Enzymatic Hydrolysis

• Next, the pretreated fibers are exposed to a solution of enzymes that break the cellulose down into glucose sugars. Endocellulase, exocellulase and beta-glucosidase are three types of enzymes that each play a part in this process. Endocellulase disrupts the structure of cellulose, while exocellulase makes cuts at the end of cellulose chains. Beta-glucosidase breaks the bonds between neighboring molecules of glucose. Unfortunately, this process does not break down the lignin also found in plant cell walls, which is more refractory to treatment.
  
  

Fermentation

• Next, the glucose solution is fed to microbes such as yeast, which will consume it and produce ethanol as a byproduct of their metabolism.
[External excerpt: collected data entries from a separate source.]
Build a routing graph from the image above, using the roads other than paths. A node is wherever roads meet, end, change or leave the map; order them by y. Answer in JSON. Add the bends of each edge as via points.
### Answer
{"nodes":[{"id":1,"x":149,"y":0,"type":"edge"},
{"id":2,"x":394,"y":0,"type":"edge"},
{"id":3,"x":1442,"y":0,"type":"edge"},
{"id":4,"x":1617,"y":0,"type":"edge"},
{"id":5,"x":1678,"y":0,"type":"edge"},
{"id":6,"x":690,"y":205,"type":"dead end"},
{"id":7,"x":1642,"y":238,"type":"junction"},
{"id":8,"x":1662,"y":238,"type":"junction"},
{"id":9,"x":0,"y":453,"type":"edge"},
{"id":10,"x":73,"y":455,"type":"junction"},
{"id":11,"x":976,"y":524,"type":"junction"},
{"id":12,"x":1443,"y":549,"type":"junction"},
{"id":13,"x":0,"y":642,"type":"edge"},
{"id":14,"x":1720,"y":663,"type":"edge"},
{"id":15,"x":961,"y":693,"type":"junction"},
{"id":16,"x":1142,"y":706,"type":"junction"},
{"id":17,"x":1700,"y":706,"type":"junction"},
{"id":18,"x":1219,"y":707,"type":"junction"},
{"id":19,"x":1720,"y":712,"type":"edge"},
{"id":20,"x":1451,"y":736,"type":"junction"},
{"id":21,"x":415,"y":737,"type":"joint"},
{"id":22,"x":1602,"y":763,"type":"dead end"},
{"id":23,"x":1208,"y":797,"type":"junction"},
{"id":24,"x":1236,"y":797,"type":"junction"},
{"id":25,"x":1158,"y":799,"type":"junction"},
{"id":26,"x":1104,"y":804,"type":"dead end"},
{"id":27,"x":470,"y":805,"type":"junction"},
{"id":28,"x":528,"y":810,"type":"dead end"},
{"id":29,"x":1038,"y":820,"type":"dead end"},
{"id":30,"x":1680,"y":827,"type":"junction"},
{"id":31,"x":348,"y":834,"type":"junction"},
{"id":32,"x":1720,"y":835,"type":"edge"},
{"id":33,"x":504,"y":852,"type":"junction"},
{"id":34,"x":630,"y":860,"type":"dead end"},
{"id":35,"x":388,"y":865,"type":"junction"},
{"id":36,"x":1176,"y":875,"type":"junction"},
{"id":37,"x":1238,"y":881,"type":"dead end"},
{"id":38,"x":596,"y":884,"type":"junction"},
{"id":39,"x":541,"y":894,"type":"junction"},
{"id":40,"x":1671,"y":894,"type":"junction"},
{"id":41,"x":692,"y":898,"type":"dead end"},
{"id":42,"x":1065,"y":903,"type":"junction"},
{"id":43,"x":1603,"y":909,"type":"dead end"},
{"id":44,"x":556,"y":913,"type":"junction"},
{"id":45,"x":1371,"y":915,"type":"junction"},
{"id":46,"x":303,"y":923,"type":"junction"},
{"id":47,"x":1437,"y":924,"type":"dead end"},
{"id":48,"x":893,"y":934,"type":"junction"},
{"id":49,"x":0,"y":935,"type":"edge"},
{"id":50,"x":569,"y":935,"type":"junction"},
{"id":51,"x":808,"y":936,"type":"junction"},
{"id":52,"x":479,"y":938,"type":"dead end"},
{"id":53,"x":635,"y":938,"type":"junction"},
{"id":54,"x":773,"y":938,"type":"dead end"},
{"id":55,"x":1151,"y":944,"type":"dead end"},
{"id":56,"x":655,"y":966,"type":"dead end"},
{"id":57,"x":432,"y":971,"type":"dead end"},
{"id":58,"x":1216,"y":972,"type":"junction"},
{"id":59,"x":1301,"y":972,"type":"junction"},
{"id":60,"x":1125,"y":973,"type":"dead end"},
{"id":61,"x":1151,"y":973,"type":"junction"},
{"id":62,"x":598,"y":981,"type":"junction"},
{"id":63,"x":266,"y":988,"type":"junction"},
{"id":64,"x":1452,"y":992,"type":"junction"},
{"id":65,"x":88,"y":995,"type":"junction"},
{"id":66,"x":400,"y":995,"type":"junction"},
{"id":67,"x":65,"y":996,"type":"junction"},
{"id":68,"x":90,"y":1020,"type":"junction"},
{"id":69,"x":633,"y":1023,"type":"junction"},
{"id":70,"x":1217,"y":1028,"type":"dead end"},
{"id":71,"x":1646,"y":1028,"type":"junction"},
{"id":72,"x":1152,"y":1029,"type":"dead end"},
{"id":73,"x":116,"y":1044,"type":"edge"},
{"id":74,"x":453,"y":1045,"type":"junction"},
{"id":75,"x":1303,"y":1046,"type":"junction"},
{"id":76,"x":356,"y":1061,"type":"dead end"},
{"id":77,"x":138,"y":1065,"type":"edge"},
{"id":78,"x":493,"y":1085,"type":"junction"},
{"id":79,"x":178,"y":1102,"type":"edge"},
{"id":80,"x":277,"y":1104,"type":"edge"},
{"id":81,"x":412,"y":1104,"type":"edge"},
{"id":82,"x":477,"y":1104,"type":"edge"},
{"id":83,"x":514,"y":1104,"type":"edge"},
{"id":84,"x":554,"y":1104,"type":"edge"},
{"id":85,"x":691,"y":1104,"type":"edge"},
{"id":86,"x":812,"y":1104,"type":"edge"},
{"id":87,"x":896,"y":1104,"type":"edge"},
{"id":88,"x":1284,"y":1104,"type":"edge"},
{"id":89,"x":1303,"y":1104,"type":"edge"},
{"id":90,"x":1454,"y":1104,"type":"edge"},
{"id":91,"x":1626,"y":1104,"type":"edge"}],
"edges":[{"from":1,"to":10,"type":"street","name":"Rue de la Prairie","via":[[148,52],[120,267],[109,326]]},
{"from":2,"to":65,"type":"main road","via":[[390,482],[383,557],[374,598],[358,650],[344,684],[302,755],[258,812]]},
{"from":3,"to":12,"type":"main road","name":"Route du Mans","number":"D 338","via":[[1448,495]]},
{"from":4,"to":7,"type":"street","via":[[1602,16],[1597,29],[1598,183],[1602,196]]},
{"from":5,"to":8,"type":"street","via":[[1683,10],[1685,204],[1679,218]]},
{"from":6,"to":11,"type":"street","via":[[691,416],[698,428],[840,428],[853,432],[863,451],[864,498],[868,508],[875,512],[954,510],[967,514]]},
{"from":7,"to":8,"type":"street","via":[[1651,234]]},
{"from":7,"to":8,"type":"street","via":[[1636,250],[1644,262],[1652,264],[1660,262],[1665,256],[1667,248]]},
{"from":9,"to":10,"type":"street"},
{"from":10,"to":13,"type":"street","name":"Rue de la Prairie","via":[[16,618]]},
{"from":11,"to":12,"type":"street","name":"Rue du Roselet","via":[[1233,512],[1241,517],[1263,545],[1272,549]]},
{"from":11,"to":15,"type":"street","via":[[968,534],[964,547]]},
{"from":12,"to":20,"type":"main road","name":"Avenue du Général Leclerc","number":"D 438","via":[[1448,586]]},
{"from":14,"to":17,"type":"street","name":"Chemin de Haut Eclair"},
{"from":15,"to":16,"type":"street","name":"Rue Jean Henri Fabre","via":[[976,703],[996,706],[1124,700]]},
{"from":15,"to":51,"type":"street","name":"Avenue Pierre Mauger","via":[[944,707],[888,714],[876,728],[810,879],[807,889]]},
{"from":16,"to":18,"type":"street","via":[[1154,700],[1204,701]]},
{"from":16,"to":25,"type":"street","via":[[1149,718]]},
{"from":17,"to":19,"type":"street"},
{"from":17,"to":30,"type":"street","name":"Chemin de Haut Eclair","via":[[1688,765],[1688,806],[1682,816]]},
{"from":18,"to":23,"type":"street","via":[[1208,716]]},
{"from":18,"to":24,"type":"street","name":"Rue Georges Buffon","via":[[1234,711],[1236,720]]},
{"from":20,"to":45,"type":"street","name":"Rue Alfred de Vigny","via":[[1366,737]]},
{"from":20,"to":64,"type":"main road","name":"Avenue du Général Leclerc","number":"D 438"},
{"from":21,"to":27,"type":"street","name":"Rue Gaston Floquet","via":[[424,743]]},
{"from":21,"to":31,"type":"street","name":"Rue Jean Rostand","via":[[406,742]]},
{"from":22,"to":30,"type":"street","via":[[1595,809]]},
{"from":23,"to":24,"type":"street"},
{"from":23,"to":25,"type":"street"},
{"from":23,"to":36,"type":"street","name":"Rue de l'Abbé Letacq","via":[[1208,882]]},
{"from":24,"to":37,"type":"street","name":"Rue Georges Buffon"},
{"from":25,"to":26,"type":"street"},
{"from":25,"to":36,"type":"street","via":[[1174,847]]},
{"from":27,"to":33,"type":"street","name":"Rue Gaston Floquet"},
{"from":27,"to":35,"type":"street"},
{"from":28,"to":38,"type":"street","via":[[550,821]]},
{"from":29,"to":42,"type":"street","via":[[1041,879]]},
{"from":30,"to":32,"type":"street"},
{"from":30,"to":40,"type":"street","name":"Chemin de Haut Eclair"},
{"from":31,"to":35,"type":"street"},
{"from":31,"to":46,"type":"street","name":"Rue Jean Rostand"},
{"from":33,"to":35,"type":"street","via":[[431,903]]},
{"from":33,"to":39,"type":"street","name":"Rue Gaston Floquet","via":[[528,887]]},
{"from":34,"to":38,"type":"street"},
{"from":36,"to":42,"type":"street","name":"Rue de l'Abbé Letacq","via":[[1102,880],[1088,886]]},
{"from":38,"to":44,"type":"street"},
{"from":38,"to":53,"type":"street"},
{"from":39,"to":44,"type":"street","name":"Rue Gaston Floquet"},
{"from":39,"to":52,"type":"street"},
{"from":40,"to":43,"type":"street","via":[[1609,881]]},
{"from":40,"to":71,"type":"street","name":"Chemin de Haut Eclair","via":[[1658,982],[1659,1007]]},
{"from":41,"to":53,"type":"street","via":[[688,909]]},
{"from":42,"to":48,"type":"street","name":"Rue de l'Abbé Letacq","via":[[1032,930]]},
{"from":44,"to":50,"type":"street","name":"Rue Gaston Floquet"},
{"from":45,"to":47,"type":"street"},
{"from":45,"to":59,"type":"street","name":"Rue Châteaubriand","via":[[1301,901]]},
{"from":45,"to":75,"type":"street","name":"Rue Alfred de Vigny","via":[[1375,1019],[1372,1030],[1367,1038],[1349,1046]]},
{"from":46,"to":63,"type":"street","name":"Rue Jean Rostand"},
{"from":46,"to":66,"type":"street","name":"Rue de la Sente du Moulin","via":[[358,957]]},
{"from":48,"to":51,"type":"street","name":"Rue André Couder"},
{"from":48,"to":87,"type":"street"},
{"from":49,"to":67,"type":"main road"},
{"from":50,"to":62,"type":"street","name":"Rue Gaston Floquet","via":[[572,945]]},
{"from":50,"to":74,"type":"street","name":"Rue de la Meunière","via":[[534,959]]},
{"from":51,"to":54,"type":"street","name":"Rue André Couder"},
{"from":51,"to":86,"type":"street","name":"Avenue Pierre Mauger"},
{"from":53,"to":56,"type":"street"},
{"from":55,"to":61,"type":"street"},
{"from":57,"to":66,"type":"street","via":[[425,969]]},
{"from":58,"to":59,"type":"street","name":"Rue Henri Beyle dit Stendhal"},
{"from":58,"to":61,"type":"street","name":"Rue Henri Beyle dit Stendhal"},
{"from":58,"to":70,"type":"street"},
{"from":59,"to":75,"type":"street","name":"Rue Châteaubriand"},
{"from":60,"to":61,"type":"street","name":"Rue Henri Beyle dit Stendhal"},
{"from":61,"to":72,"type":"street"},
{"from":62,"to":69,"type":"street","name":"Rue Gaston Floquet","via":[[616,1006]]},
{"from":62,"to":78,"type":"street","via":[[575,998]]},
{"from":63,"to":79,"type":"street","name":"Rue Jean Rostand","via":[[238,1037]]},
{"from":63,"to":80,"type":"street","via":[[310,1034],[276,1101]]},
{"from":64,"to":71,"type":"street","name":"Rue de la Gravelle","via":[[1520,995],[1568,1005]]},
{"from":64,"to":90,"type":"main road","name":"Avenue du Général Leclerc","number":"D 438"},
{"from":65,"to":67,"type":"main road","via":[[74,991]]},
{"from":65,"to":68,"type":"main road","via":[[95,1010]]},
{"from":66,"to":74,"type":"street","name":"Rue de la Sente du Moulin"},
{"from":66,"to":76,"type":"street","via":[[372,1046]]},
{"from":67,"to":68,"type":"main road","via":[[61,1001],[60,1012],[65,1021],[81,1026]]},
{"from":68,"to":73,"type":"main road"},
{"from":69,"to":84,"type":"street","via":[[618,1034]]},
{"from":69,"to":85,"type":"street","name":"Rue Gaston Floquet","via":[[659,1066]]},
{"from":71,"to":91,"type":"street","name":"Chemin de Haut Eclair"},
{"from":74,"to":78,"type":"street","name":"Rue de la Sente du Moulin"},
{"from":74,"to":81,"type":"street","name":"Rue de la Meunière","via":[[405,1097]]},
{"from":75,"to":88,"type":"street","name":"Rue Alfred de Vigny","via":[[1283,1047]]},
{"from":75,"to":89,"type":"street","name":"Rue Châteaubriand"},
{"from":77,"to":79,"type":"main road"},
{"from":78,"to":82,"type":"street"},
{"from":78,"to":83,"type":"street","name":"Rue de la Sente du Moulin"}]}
This part of the process is no different from the fermentation process that turns grapes into wine. Yeast cannot grow if the ethanol concentration gets too high, however, so the product of fermentation must subsequently be distilled to increase the ethanol concentration. Distillation can only achieve an ethanol content of about 97 percent, so molecular sieves or other techniques are necessary to remove the remaining water content.
  
  

Challenges

• The main obstacle to commercialization of cellulosic ethanol is cost. Cellulosic ethanol must compete with gasoline and corn ethanol, both of which are cheaper to manufacture. Scientists are working to improve the process in several different ways. Plant cell walls contain hemicellulose, a polymer that incorporates both five- and six-carbon sugars, but yeast can only ferment the six-carbon sugars. Some researchers are genetically engineering yeast to overcome this problem. Others are working to reduce the lignin content of plants such as switchgrass and miscanthus, which would make it easier to process them efficiently. Possibly the most important challenge, however, is the fairly high cost of the enzymes.